Said Dr Chew: "While Singaporeans are not refugees, I see a lot of expectant women who were not conscious of their nutritional intake until they found out they were pregnant.

"It is important to start eating well before pregnancy to minimise the possibility of a miscarriage or stillbirth."

This is because a foetus' vital organs are formed during the first eight weeks of pregnancy, which is usually before the mother realises that she is pregnant, Dr Chew explained.

Poor nutrition can result in changes to foetal genetic material, which can lead to the development of chronic diseases, he added.

For those who constantly eat out, their doctors might recommend a health supplement to ensure adequate intake of folic acid, choline, iron, calcium and DHA, a type of omega-3 fatty acid.

Mr For Wei Chek, a nutrition and dietetics services manager at Mount Alvernia Hospital, pointed out that an expectant woman's diet prepares her not only for the physical demands of delivery, but also the successful production of breast milk for her newborn baby.

Those planning for a baby should increase their intake of folic acid and eat more fruit, vegetables and fortified cereal three months before they try to conceive.

Such healthy eating habits should also continue post-delivery, to provide for the mother's nutritional needs as well as that of the baby's, Mr For added. But he stressed that expectant women should not eat for two - they should take in only an extra 200 to 300 kilocalories per day, while lactating mums need only an extra 500 kilocalories a day.

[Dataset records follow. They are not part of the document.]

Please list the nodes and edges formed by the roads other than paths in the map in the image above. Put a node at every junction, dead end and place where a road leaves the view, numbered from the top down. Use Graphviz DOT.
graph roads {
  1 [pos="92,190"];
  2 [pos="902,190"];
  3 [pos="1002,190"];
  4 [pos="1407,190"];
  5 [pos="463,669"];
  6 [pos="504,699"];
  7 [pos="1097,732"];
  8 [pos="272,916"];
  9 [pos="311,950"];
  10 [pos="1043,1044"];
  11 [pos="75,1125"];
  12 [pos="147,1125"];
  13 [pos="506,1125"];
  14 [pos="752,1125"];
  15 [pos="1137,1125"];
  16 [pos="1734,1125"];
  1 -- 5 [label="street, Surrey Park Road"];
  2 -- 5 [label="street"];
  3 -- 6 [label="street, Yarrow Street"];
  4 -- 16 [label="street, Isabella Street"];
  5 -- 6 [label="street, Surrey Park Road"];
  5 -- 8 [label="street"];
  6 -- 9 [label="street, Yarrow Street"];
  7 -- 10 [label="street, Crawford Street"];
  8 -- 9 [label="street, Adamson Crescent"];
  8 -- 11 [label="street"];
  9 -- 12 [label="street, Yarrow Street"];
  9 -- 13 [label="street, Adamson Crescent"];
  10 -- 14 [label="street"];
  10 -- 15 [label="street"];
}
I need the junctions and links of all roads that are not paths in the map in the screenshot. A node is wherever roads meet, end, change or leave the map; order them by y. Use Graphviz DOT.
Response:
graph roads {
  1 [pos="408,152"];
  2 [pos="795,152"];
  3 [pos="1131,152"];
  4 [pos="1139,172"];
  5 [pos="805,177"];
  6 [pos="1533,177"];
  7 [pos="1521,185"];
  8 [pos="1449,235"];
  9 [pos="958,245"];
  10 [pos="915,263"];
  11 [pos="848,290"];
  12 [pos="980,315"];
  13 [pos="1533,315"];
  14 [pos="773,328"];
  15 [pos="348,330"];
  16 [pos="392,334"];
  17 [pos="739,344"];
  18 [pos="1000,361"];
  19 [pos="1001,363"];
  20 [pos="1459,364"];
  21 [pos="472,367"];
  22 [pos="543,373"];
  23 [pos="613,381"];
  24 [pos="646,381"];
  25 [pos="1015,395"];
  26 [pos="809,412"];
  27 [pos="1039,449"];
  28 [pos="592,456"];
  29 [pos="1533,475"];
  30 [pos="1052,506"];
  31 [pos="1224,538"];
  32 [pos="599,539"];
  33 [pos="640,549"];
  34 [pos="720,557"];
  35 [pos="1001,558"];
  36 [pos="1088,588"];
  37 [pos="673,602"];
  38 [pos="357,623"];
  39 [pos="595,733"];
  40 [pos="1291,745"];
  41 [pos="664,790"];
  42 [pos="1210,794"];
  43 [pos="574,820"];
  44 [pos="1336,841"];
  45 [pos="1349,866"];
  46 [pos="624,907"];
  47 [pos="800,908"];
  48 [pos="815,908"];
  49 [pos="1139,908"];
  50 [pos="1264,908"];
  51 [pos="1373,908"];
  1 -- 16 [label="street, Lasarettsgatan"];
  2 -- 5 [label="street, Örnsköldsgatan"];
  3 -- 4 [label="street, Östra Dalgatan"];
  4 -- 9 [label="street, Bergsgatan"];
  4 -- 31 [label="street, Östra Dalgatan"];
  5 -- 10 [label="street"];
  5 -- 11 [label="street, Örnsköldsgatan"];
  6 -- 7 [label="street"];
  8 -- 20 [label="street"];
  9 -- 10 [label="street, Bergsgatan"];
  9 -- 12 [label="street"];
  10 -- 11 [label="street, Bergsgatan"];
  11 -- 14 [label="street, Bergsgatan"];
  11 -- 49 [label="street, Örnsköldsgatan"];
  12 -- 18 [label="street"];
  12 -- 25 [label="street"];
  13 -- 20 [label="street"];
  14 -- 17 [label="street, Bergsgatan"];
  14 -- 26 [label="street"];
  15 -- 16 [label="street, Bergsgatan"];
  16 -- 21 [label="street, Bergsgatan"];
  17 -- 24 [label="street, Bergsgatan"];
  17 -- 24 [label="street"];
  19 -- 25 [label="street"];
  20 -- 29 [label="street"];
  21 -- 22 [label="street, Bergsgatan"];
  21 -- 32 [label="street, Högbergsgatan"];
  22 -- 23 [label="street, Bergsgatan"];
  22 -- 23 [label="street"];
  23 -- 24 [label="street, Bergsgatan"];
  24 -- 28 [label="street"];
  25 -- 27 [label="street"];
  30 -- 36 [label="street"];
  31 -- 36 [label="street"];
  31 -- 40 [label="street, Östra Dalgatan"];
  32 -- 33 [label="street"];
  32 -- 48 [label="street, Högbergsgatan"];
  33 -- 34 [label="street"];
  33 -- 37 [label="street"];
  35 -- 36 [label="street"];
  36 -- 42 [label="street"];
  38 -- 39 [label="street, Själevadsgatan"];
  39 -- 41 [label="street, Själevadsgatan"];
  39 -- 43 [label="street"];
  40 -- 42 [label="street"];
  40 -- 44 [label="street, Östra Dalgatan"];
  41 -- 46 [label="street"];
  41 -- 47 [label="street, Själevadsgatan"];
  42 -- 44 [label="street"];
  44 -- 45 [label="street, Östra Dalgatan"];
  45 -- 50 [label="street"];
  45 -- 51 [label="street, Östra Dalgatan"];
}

Pregnant and lactating women need more protein. The former needs an extra 9g, about a serving of meat approximately half the size of one's palm.

Breastfeeding mums need an extra 25g of protein a day for the first six months, said Mr For.

To ensure a healthy weight gain, they should eat more nutrient-dense foods instead of calorie-dense foods. Red-bean soup is an example of a nutrient-dense food, while ice kacang is a calorie-dense food as it is laden with sugar.

Other better food choices include a chicken or egg sandwich, rather than roti prata.

Fresh fruit juice and low-fat milk are also better than soft drinks and coffee. Both pregnant and lactating women should also consume a serving of dairy product daily, said Mr For. This can be fresh low-fat milk, UHT milk or powdered milk.